[Source data]
►

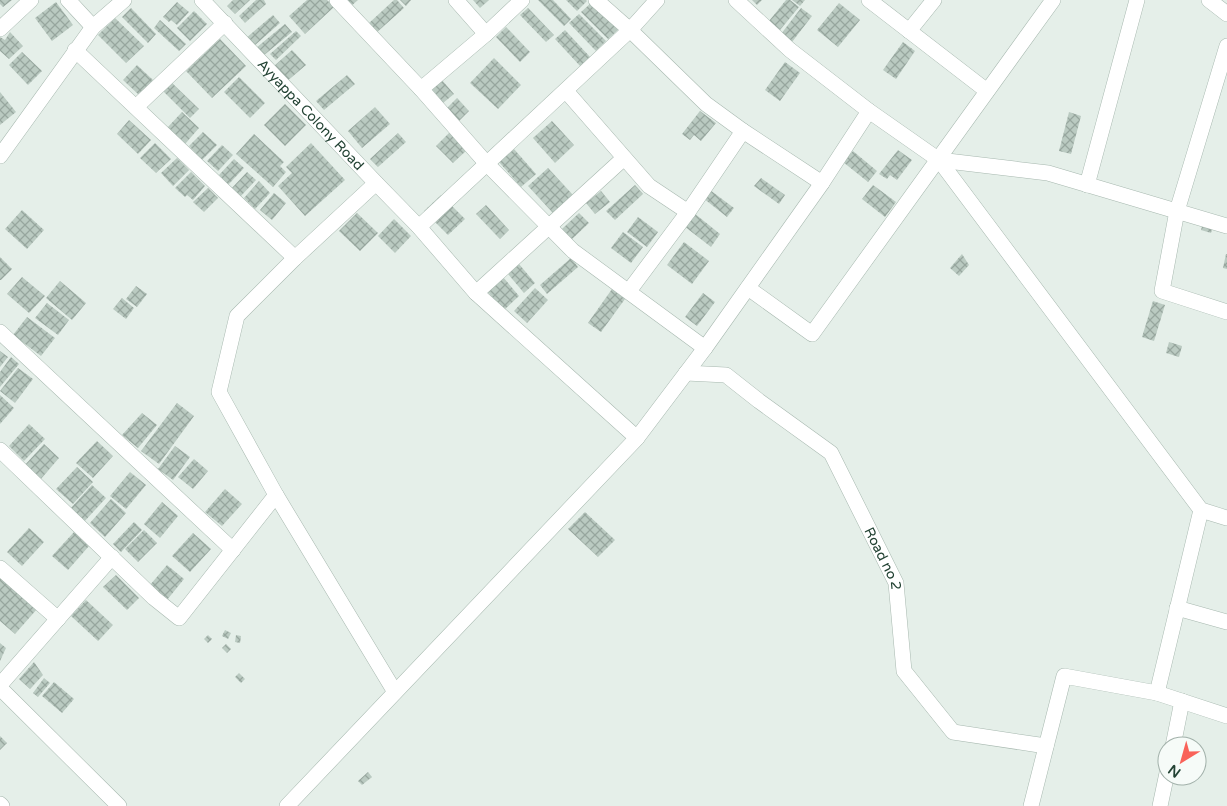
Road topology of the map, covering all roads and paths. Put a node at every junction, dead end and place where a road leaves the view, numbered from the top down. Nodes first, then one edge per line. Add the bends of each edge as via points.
1 (31, 0) edge
2 (68, 0) edge
3 (124, 0) edge
4 (202, 0) edge
5 (337, 0) edge
6 (456, 0) edge
7 (522, 0) edge
8 (596, 0) edge
9 (657, 0) edge
10 (736, 0) edge
11 (869, 0) edge
12 (934, 0) edge
13 (1053, 0) edge
14 (1137, 0) edge
15 (1209, 0) edge
16 (1227, 14) edge
17 (225, 23) junction
18 (93, 27) junction
19 (0, 29) edge
20 (630, 30) junction
21 (910, 31) junction
22 (486, 34) junction
23 (1227, 46) edge
24 (75, 50) junction
25 (421, 89) junction
26 (566, 91) junction
27 (988, 91) junction
28 (136, 107) junction
29 (869, 111) junction
30 (743, 131) junction
31 (0, 156) edge
32 (624, 158) junction
33 (939, 160) junction
34 (487, 164) junction
35 (376, 184) junction
36 (822, 184) junction
37 (1087, 185) junction
38 (1177, 211) junction
39 (688, 212) junction
40 (1227, 226) edge
41 (419, 227) junction
42 (550, 227) junction
43 (296, 258) junction
44 (748, 288) junction
45 (629, 291) junction
46 (476, 293) junction
47 (1227, 312) edge
48 (0, 332) edge
49 (705, 348) junction
50 (686, 373) junction
51 (636, 438) junction
52 (0, 450) edge
53 (276, 495) junction
54 (1201, 510) junction
55 (1227, 518) edge
56 (233, 550) junction
57 (112, 557) junction
58 (0, 568) edge
59 (1177, 608) junction
60 (58, 619) junction
61 (1227, 622) edge
62 (0, 686) edge
63 (395, 692) junction
64 (1157, 693) junction
65 (1182, 701) junction
66 (1227, 716) edge
67 (1175, 736) edge
68 (1046, 746) junction
69 (1164, 786) edge
70 (119, 806) edge
71 (287, 806) edge
72 (1031, 806) edge
73 (1160, 806) edge

1 - 19 street
2 - 18 street
3 - 18 street
4 - 17 street, Ayyappa Colony Road
5 - 25 street
6 - 22 street
7 - 22 street
8 - 20 street
9 - 20 street
10 - 29 street via 790,50
11 - 21 street
12 - 21 street
13 - 27 street
14 - 37 street
15 - 16 street
17 - 28 street
17 - 35 street, Ayyappa Colony Road
18 - 24 street
20 - 26 street
20 - 30 street via 706,104
21 - 27 street
22 - 25 street
23 - 38 street
24 - 28 street
24 - 31 street
25 - 34 street
26 - 32 street
26 - 34 street
27 - 33 street
28 - 43 street
29 - 33 street
29 - 36 street
30 - 36 street
30 - 39 street
32 - 39 street via 649,186
32 - 42 street
33 - 37 street via 1048,173
33 - 44 street via 812,334
33 - 54 street
34 - 41 street
34 - 42 street
35 - 41 street, Ayyappa Colony Road
35 - 43 street
36 - 44 street
37 - 38 street
38 - 40 street
38 - 47 street via 1162,291
39 - 45 street
41 - 46 street, Ayyappa Colony Road
42 - 45 street via 573,251
42 - 46 street
43 - 53 street via 237,316 219,392
44 - 49 street
45 - 49 street
46 - 51 street, Ayyappa Colony Road
48 - 56 street
49 - 50 street
50 - 51 street
50 - 68 street, Road no 2 via 726,375 831,453 896,583 904,671 953,732
51 - 63 street
52 - 57 street
53 - 56 street
53 - 63 street
54 - 55 street
54 - 59 street
56 - 57 street via 179,618
57 - 60 street
58 - 60 street
59 - 61 street
59 - 64 street
60 - 62 street
62 - 70 street
63 - 71 street
64 - 65 street
64 - 68 street via 1064,676
65 - 66 street
65 - 67 street
68 - 72 street
69 - 73 street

◄

Instructions to follow:
Would it be possible to print the records above verbatim, pictures omitted?

Answer to this task:
Road topology of the map, covering all roads and paths. Put a node at every junction, dead end and place where a road leaves the view, numbered from the top down. Nodes first, then one edge per line. Add the bends of each edge as via points.
1 (31, 0) edge
2 (68, 0) edge
3 (124, 0) edge
4 (202, 0) edge
5 (337, 0) edge
6 (456, 0) edge
7 (522, 0) edge
8 (596, 0) edge
9 (657, 0) edge
10 (736, 0) edge
11 (869, 0) edge
12 (934, 0) edge
13 (1053, 0) edge
14 (1137, 0) edge
15 (1209, 0) edge
16 (1227, 14) edge
17 (225, 23) junction
18 (93, 27) junction
19 (0, 29) edge
20 (630, 30) junction
21 (910, 31) junction
22 (486, 34) junction
23 (1227, 46) edge
24 (75, 50) junction
25 (421, 89) junction
26 (566, 91) junction
27 (988, 91) junction
28 (136, 107) junction
29 (869, 111) junction
30 (743, 131) junction
31 (0, 156) edge
32 (624, 158) junction
33 (939, 160) junction
34 (487, 164) junction
35 (376, 184) junction
36 (822, 184) junction
37 (1087, 185) junction
38 (1177, 211) junction
39 (688, 212) junction
40 (1227, 226) edge
41 (419, 227) junction
42 (550, 227) junction
43 (296, 258) junction
44 (748, 288) junction
45 (629, 291) junction
46 (476, 293) junction
47 (1227, 312) edge
48 (0, 332) edge
49 (705, 348) junction
50 (686, 373) junction
51 (636, 438) junction
52 (0, 450) edge
53 (276, 495) junction
54 (1201, 510) junction
55 (1227, 518) edge
56 (233, 550) junction
57 (112, 557) junction
58 (0, 568) edge
59 (1177, 608) junction
60 (58, 619) junction
61 (1227, 622) edge
62 (0, 686) edge
63 (395, 692) junction
64 (1157, 693) junction
65 (1182, 701) junction
66 (1227, 716) edge
67 (1175, 736) edge
68 (1046, 746) junction
69 (1164, 786) edge
70 (119, 806) edge
71 (287, 806) edge
72 (1031, 806) edge
73 (1160, 806) edge

1 - 19 street
2 - 18 street
3 - 18 street
4 - 17 street, Ayyappa Colony Road
5 - 25 street
6 - 22 street
7 - 22 street
8 - 20 street
9 - 20 street
10 - 29 street via 790,50
11 - 21 street
12 - 21 street
13 - 27 street
14 - 37 street
15 - 16 street
17 - 28 street
17 - 35 street, Ayyappa Colony Road
18 - 24 street
20 - 26 street
20 - 30 street via 706,104
21 - 27 street
22 - 25 street
23 - 38 street
24 - 28 street
24 - 31 street
25 - 34 street
26 - 32 street
26 - 34 street
27 - 33 street
28 - 43 street
29 - 33 street
29 - 36 street
30 - 36 street
30 - 39 street
32 - 39 street via 649,186
32 - 42 street
33 - 37 street via 1048,173
33 - 44 street via 812,334
33 - 54 street
34 - 41 street
34 - 42 street
35 - 41 street, Ayyappa Colony Road
35 - 43 street
36 - 44 street
37 - 38 street
38 - 40 street
38 - 47 street via 1162,291
39 - 45 street
41 - 46 street, Ayyappa Colony Road
42 - 45 street via 573,251
42 - 46 street
43 - 53 street via 237,316 219,392
44 - 49 street
45 - 49 street
46 - 51 street, Ayyappa Colony Road
48 - 56 street
49 - 50 street
50 - 51 street
50 - 68 street, Road no 2 via 726,375 831,453 896,583 904,671 953,732
51 - 63 street
52 - 57 street
53 - 56 street
53 - 63 street
54 - 55 street
54 - 59 street
56 - 57 street via 179,618
57 - 60 street
58 - 60 street
59 - 61 street
59 - 64 street
60 - 62 street
62 - 70 street
63 - 71 street
64 - 65 street
64 - 68 street via 1064,676
65 - 66 street
65 - 67 street
68 - 72 street
69 - 73 street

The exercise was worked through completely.